After making it through a challenging semester in 15-462/662, you decide to take a nice long vacation on a tropical island. Unfortunately, on the way there you get caught in a storm that leaves you stranded on a deserted island with nothing but a coconut palm. To pass the time as you wait for a rescue, you decide to use your newly-acquired Monte Carlo skills to estimate the value of pi. Using a stick and a little piece of rope, you draw a perfect circle and a square around it. You then climb high up into a tree and start tossing coconuts randomly down into the square. The fraction of coconuts that lands in the circle basically tells you the value of pi (though of course you must also account for the size of the square).
Task 1
Write some code that estimates the value of pi using the "coconut algorithm" described above. (You may use any programming language you like.).
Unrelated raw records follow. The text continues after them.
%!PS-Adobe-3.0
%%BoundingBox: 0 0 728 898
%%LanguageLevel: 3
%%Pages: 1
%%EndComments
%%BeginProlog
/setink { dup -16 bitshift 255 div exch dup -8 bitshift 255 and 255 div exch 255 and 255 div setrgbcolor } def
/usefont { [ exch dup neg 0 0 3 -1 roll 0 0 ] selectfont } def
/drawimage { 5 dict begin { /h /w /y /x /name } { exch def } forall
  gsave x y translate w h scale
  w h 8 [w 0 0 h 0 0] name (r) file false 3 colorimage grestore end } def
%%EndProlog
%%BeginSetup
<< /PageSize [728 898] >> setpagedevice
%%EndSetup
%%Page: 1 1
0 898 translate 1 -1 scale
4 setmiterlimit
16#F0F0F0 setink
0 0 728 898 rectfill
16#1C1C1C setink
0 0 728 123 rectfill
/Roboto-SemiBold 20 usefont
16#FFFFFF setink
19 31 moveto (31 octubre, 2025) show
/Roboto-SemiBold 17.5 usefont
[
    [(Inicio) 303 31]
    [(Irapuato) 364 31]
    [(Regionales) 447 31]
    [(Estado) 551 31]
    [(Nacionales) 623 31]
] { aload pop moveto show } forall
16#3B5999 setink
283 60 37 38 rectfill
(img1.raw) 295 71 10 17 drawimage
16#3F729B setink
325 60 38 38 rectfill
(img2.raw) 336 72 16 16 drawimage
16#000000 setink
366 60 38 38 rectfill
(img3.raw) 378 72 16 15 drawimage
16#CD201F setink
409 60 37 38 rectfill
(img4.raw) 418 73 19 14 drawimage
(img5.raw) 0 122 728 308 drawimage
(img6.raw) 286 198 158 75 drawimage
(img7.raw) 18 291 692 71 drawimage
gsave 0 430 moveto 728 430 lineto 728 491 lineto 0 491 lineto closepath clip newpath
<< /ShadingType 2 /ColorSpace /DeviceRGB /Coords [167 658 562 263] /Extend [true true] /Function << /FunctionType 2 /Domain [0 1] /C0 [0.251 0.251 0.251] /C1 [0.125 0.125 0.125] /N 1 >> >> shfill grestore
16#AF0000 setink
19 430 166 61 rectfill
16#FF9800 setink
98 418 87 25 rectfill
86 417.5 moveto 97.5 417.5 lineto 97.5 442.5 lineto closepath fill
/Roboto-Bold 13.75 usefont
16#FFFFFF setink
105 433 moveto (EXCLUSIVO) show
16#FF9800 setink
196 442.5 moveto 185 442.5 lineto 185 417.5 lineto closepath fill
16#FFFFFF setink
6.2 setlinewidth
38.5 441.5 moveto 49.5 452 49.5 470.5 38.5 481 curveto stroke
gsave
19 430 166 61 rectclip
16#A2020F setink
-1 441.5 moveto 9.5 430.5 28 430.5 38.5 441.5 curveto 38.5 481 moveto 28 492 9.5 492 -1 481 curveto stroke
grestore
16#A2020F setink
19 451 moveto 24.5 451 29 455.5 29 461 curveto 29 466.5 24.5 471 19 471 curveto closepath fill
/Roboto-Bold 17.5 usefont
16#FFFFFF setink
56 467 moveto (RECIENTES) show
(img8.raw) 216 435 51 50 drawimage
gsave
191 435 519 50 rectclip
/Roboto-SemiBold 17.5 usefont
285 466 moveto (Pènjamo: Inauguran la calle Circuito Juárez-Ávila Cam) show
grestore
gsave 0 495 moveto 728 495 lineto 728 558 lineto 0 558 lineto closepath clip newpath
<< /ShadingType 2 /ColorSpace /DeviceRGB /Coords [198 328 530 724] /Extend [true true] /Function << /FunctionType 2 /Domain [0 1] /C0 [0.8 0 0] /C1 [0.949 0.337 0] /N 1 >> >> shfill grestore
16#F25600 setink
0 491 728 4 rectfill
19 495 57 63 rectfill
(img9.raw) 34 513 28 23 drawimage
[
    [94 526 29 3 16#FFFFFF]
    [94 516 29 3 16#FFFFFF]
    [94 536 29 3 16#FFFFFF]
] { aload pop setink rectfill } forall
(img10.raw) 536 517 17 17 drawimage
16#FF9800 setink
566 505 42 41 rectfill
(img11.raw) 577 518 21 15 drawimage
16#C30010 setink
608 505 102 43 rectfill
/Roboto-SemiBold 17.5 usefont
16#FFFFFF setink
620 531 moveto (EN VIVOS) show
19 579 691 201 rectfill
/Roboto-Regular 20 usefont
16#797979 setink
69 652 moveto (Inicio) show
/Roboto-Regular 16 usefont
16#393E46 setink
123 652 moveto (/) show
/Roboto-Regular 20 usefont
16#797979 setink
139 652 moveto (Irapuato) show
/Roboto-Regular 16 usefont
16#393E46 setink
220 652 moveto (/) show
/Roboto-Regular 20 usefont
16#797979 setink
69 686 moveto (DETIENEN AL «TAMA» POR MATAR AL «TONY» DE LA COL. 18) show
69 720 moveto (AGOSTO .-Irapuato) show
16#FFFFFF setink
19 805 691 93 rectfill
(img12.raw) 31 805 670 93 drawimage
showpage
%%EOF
This code should take a single parameter, the number of coconuts, and return a single value, the estimate of pi. Here is a starter code that you could use, if you want to visualize your results.
Task 2
Write some code that computes the relative error. If e is your estimate, then the relative error can be computed as
abs( 1 - e/pi )
In other words, it is the percent error relative to a perfect estimate where e is exactly equal to pi. (You should see this number decrease as you add more samples!)
Run your code for nCoconuts = 1, 10, 100, 1000, 10000, 100000, and 1000000 and report the estimate for pi you get in each case, as well as the relative error.
Task 3
Does Monte Carlo seem like an efficient method for approximating the value of pi? What's a different algorithm (that we have studied in this class!) that you might use to estimate the fraction of a square covered by a circle?